▸ Your instructions
Copy out all lines of the material below in which "where" occurs.

▸ Extracted material
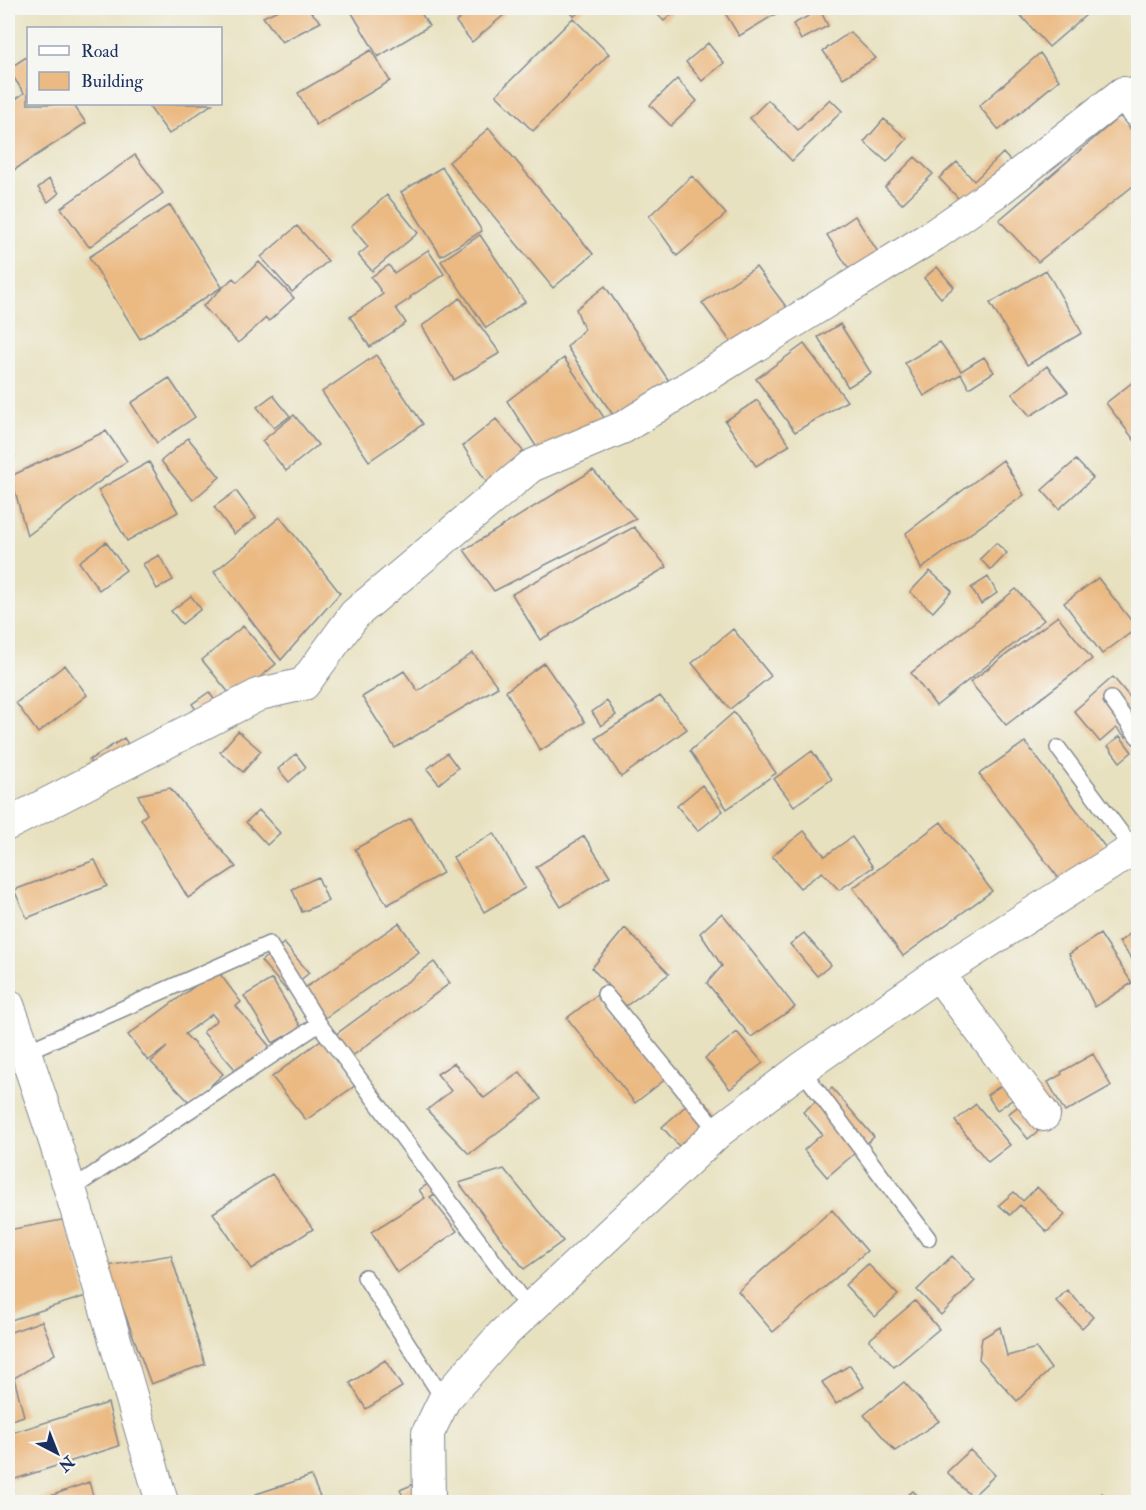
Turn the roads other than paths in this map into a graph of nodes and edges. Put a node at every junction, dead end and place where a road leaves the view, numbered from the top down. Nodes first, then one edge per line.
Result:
1 (1138, 111) edge
2 (1112, 699) dead end
3 (1138, 737) edge
4 (1058, 748) dead end
5 (8, 824) edge
6 (1136, 847) edge
7 (938, 974) junction
8 (605, 994) dead end
9 (8, 1005) edge
10 (319, 1024) junction
11 (16, 1056) edge
12 (801, 1070) junction
13 (1044, 1115) dead end
14 (717, 1132) junction
15 (70, 1190) junction
16 (928, 1238) dead end
17 (365, 1277) dead end
18 (529, 1309) junction
19 (444, 1400) junction
20 (162, 1503) edge
21 (429, 1503) edge

1 - 5 street
2 - 3 lane
4 - 6 lane
6 - 7 street
7 - 12 street
7 - 13 street
8 - 14 lane
9 - 11 street
10 - 11 lane
10 - 15 lane
10 - 18 lane
11 - 15 street
12 - 14 street
12 - 16 lane
14 - 18 street
15 - 20 street
17 - 19 lane
18 - 19 street
19 - 21 street

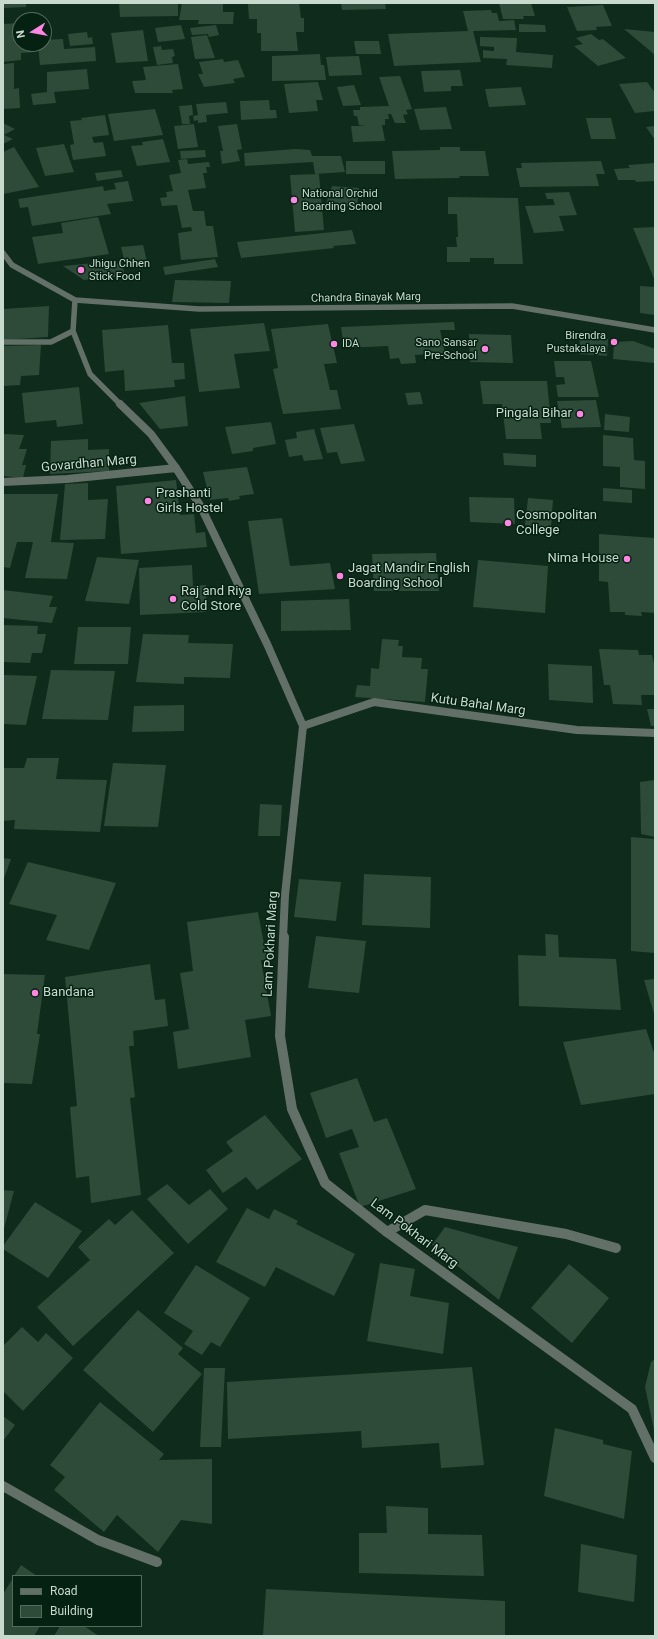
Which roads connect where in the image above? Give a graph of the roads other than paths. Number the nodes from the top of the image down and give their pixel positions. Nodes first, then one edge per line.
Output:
1 (3, 252) edge
2 (75, 300) junction
3 (655, 330) edge
4 (73, 331) junction
5 (3, 342) edge
6 (176, 468) junction
7 (3, 482) edge
8 (303, 726) junction
9 (655, 733) edge
10 (387, 1232) junction
11 (616, 1248) dead end
12 (655, 1458) edge
13 (3, 1486) edge
14 (157, 1562) dead end

1 - 2 street, Chandra Binayak Marg
2 - 3 street, Chandra Binayak Marg
2 - 4 street
4 - 5 street
4 - 6 street, Lam Pokhari Marg
6 - 7 street, Govardhan Marg
6 - 8 street, Lam Pokhari Marg
8 - 9 street, Kutu Bahal Marg
8 - 10 street, Lam Pokhari Marg
10 - 11 street
10 - 12 street, Lam Pokhari Marg
13 - 14 street

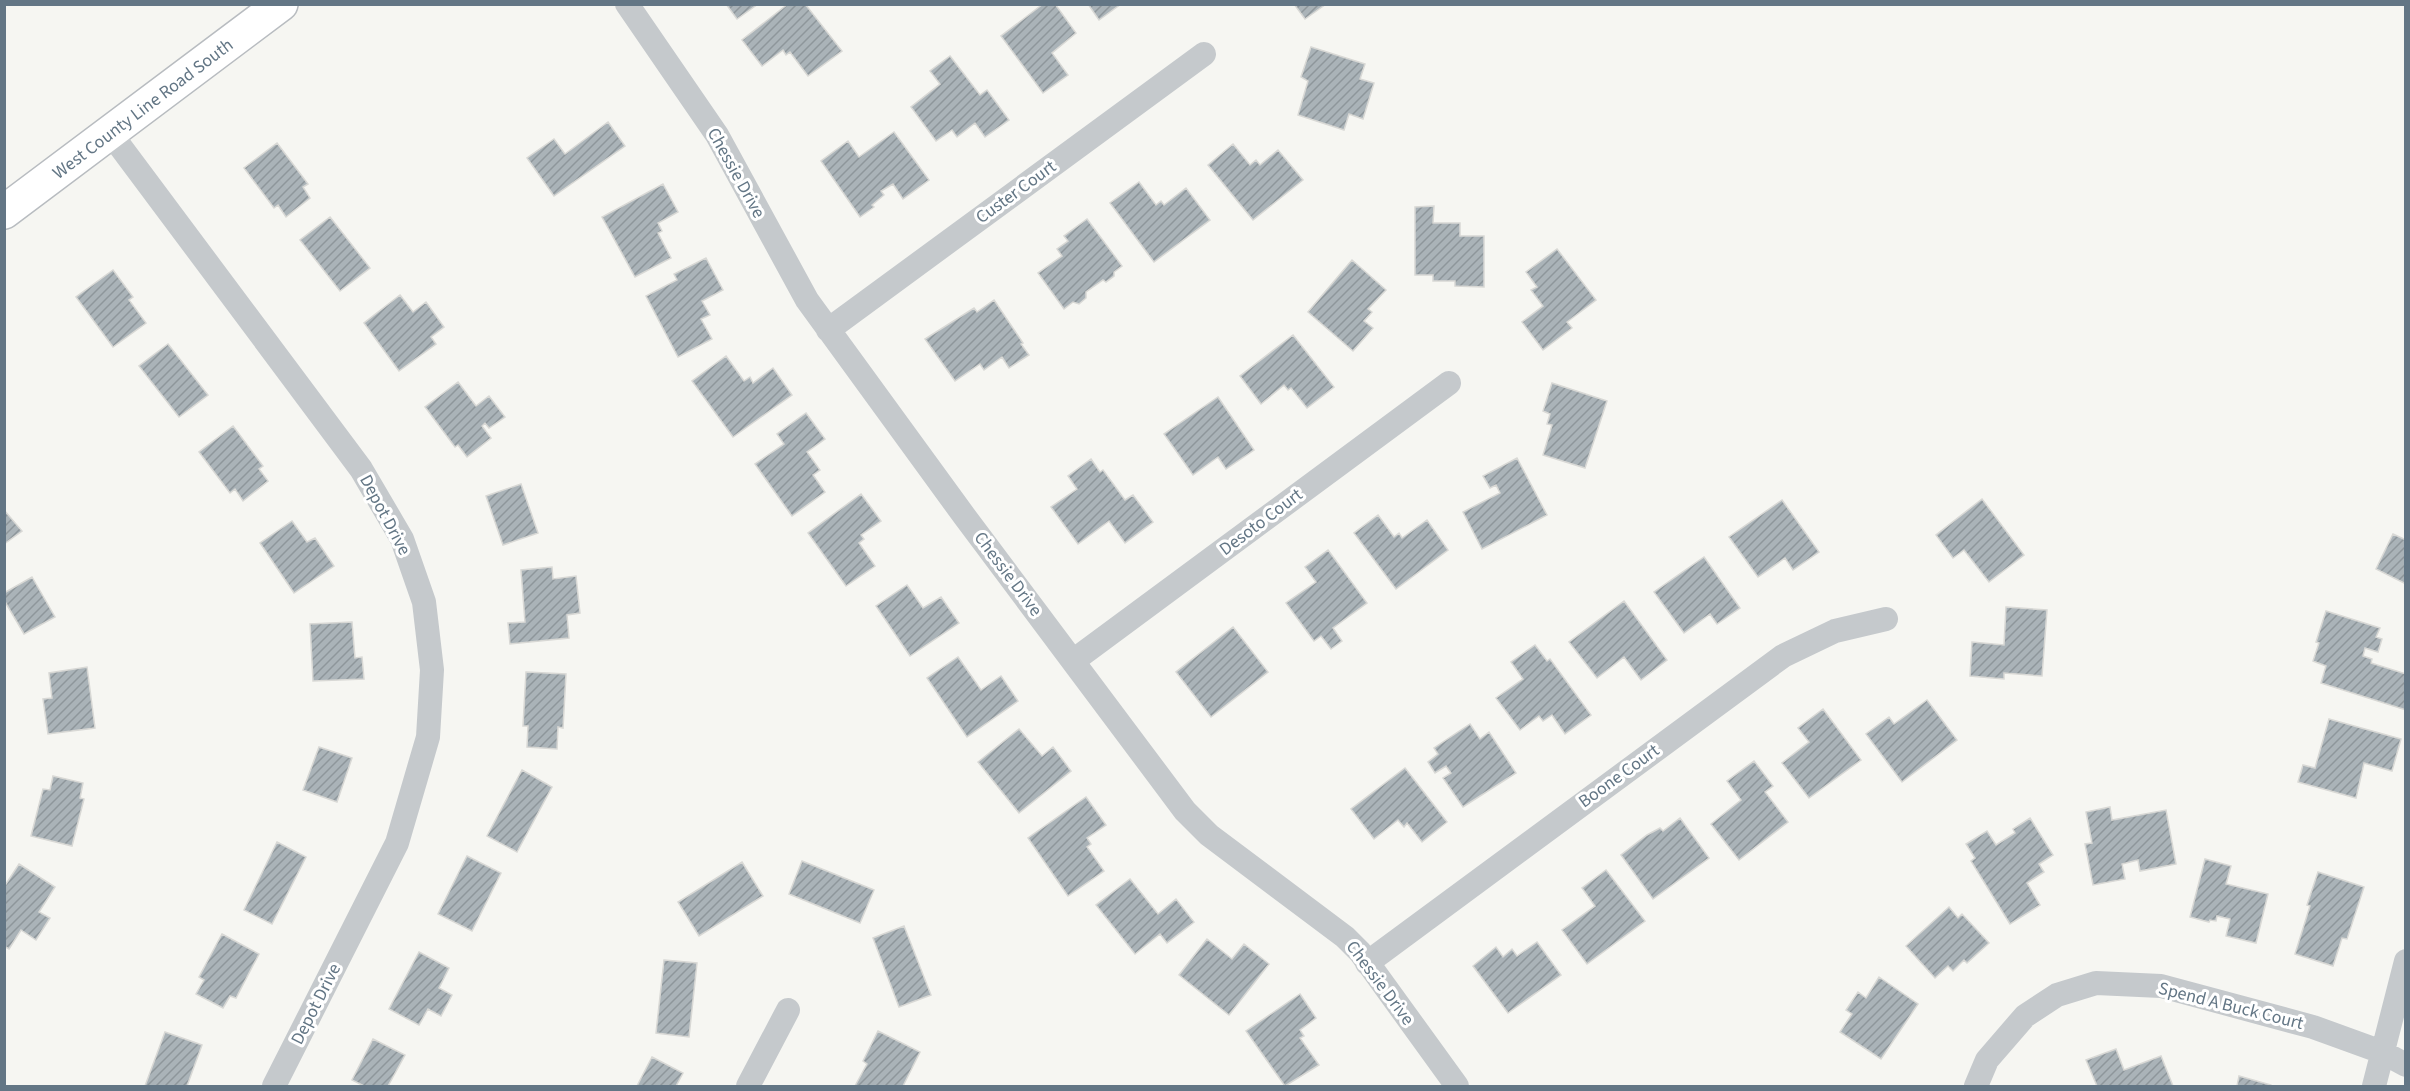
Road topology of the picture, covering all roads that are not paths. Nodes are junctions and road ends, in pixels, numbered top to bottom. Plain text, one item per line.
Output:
1 (281, 4) edge
2 (627, 4) edge
3 (1204, 54) dead end
4 (111, 134) junction
5 (4, 212) edge
6 (828, 330) junction
7 (1449, 383) dead end
8 (1886, 619) dead end
9 (1073, 661) junction
10 (2406, 961) edge
11 (1367, 963) junction
12 (788, 1010) dead end
13 (2382, 1052) junction
14 (2406, 1065) edge
15 (274, 1086) edge
16 (748, 1086) edge
17 (1457, 1086) edge
18 (1976, 1086) edge
19 (2374, 1086) edge

1 - 4 main road, West County Line Road South
2 - 6 street, Chessie Drive
3 - 6 street, Custer Court
4 - 5 main road, West County Line Road South
4 - 15 street, Depot Drive
6 - 9 street, Chessie Drive
7 - 9 street, Desoto Court
8 - 11 street, Boone Court
9 - 11 street, Chessie Drive
10 - 13 street
11 - 17 street, Chessie Drive
12 - 16 street
13 - 14 street, Spend A Buck Court
13 - 18 street, Spend A Buck Court
13 - 19 street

▸ Answer area
Turn the roads other than paths in this map into a graph of nodes and edges. Put a node at every junction, dead end and place where a road leaves the view, numbered from the top down. Nodes first, then one edge per line.
Which roads connect where in the image above? Give a graph of the roads other than paths. Number the nodes from the top of the image down and give their pixel positions. Nodes first, then one edge per line.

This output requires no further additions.